Willis Eschenbach takes a nostalgic trip down memory lane that sounds like a hike through Satan’s domain to most of us. Either because it’s about computer programming or because it’s about computer programming putting punch cards into something with ring-shaped wired magnets bulging out the back. So he dropped out of college and became… a programmer. With a TSR-80. Who later fixed Apples in Fiji. Point being, he’s written thousands of programs, has vast experience with computers and their strengths and weaknesses and is exactly the kind of informed outsider who provides a useful check on the buddy system known as “the science”. Especially its hypnotic fixation on computer models whose actual performance is highly suspicious.
For instance “A computer model is nothing more than a physical realization of the beliefs, understandings, wrong ideas, and misunderstandings of whoever wrote the model. Therefore, the results it produces are going to support, bear out, and instantiate the programmer’s beliefs, understandings, wrong ideas, and misunderstandings. All that the computer does is make those under- and misunder-standings look official and reasonable. Oh, and make mistakes really, really fast. Been there, done that.”
Scary, huh? Well, yes. Especially because it’s bolstered by a side-splitting anecdote involving Enrico Fermi, Freeman Dyson and pseudoscalar meson theory. But it has a serious point: To illustrate the crucial point that once computer models have a significant number of tweakable “parameters” they become a giant mass of bailing wire compared to which Eschenbach’s old CDC 3300 looks like something out of Star Trek. Having given an eager young Dyson a bit of a smackdown on his graphs, Fermi asked how many parameters they used and was told four. “He said, ‘I remember my friend Johnny von Neumann used to say, with four parameters I can fit an elephant, and with five I can make him wiggle his trunk.’” Tweaking models isn’t improving the science. It’s jiggery-pokery.
As for the uncredentialled alarmists sneering at uncredentialled skeptics, yes, Eschenbach has exactly one college credit in computer programming. Which will lead a lot of people who wouldn’t know what to do if a C:> prompt appeared to say he’s not a climate scientist. But he does know that the illusion of knowledge is more dangerous than pure ignorance. And the illusion is what we have with all those fancy models.
In his words, “The climate is arguably the most complex system that humans have tried to model. It has no less than six major subsystems—the ocean, atmosphere, lithosphere, cryosphere, biosphere, and electrosphere. None of these subsystems is well understood on its own, and we have only spotty, gap-filled rough measurements of each of them. Each of them has its own internal cycles, mechanisms, phenomena, resonances, and feedbacks. Each one of the subsystems interacts with every one of the others. There are important phenomena occurring at all time scales from nanoseconds to millions of years, and at all spatial scales from nanometers to planet-wide. Finally, there are both internal and external forcings of unknown extent and effect. For example, how does the solar wind affect the biosphere? Not only that, but we’ve only been at the project for a few decades. Our models are … well … to be generous I’d call them Tinkertoy representations of real-world complexity.”

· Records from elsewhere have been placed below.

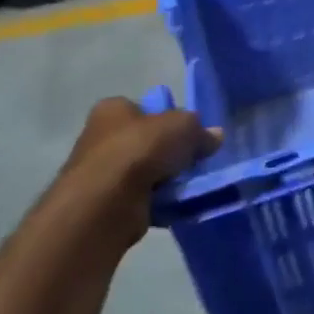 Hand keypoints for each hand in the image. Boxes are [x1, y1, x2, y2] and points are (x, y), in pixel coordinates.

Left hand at [55, 97, 221, 247]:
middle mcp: (100, 137)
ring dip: (164, 179)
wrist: (106, 203)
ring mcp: (99, 173)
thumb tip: (215, 136)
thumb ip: (200, 130)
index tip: (187, 134)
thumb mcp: (183, 127)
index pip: (143, 108)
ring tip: (188, 185)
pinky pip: (140, 198)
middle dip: (168, 152)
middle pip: (145, 141)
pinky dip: (157, 202)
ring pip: (144, 171)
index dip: (167, 119)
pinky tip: (175, 204)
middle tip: (193, 161)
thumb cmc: (140, 150)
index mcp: (112, 109)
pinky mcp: (104, 204) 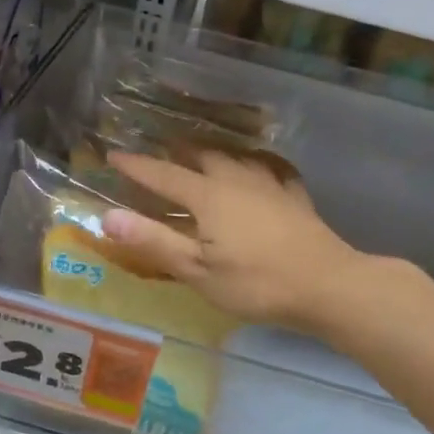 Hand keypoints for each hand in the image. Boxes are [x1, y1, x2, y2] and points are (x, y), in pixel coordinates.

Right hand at [100, 151, 365, 335]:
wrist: (326, 284)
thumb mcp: (197, 271)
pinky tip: (260, 168)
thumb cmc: (256, 283)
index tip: (113, 155)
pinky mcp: (295, 197)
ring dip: (214, 152)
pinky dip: (256, 164)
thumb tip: (107, 216)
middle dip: (177, 151)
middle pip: (202, 155)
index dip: (136, 166)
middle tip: (160, 148)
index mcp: (208, 196)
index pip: (163, 175)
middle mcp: (237, 180)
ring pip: (236, 157)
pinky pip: (271, 169)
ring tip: (203, 152)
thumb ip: (154, 241)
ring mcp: (270, 185) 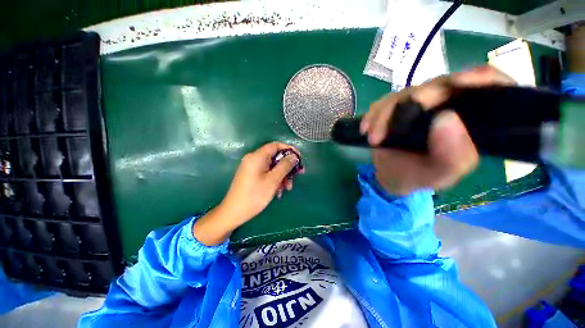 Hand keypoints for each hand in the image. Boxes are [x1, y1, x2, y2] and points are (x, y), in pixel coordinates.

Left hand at [220, 142, 301, 222]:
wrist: (233, 213)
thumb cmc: (254, 196)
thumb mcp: (273, 180)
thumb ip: (285, 166)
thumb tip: (294, 156)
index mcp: (257, 157)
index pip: (275, 145)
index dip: (289, 150)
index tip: (299, 158)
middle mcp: (254, 159)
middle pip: (275, 157)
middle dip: (287, 166)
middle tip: (298, 175)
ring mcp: (252, 168)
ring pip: (272, 167)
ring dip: (282, 176)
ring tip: (288, 188)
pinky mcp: (252, 176)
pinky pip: (267, 173)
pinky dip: (275, 180)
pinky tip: (279, 191)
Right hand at [360, 66, 514, 194]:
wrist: (391, 175)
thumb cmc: (417, 176)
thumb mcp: (438, 175)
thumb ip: (451, 156)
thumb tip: (446, 119)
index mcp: (472, 121)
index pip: (491, 86)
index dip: (480, 78)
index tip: (460, 83)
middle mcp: (450, 105)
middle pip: (440, 85)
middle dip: (412, 104)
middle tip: (390, 129)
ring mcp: (421, 103)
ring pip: (406, 93)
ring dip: (384, 114)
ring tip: (373, 139)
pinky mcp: (398, 106)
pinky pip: (384, 102)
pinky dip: (373, 114)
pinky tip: (366, 129) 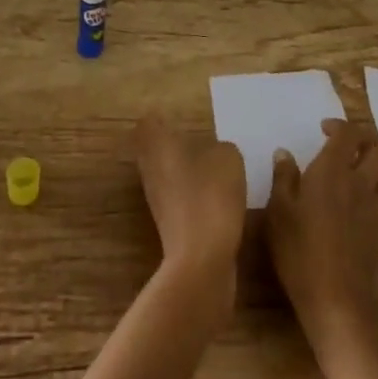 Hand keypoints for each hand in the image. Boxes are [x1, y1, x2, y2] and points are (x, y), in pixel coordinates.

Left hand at [134, 115, 245, 301]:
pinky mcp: (169, 224)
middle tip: (204, 143)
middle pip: (155, 150)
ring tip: (217, 171)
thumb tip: (215, 154)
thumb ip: (220, 148)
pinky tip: (220, 200)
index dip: (163, 119)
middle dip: (176, 146)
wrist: (203, 259)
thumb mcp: (228, 158)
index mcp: (158, 145)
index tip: (182, 120)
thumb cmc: (211, 195)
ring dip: (187, 172)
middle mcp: (150, 169)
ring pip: (167, 174)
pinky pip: (180, 198)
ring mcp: (157, 199)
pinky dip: (195, 196)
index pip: (149, 122)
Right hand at [266, 118, 377, 349]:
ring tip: (364, 171)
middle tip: (348, 148)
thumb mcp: (278, 213)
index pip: (348, 133)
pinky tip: (372, 202)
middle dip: (366, 140)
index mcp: (332, 171)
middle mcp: (362, 181)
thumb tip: (284, 153)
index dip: (339, 125)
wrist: (338, 302)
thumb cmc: (300, 253)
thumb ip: (283, 178)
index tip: (324, 130)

Eschenbach ... The voice of experience.
"... the illusion of knowledge is more dangerous than pure ignorance...", i.e. a little knowledge can be a dangerous thing. The "parameters" that provide all those wonderful extra degrees of freedom in the modeling of a system we (in the engineering world) often affectionately call "fudge factors". Fudge factors are your "friend" until the boss finds out. Each additional fudge factor increases the system complexity geometrically and it becomes a Monte Carlo nightmare, dramatically compounded by the existence of a multitude of nonlinear feedback process loops within loops across loops... etc. It would give Mandelbrot convulsions. FF's are more frequently the preferred tool of government yes-men statisticians but seem to find a home in any industry dealing with fuzzy or gooey, somewhat or highly unpredictable numbers being the result of the inevitably imperfect/incomplete information borne of stochastic processes. Madame with the crystal ball could do just as well as the climate models being used today. Calling them tinker toys is, in my view, perhaps a little too generous. It is appalling that people in positions of power and authority could be so easily led astray... but I guess they see what they want to see... and their refusal to acknowledge the serious flaws is a reflection on their own conceit.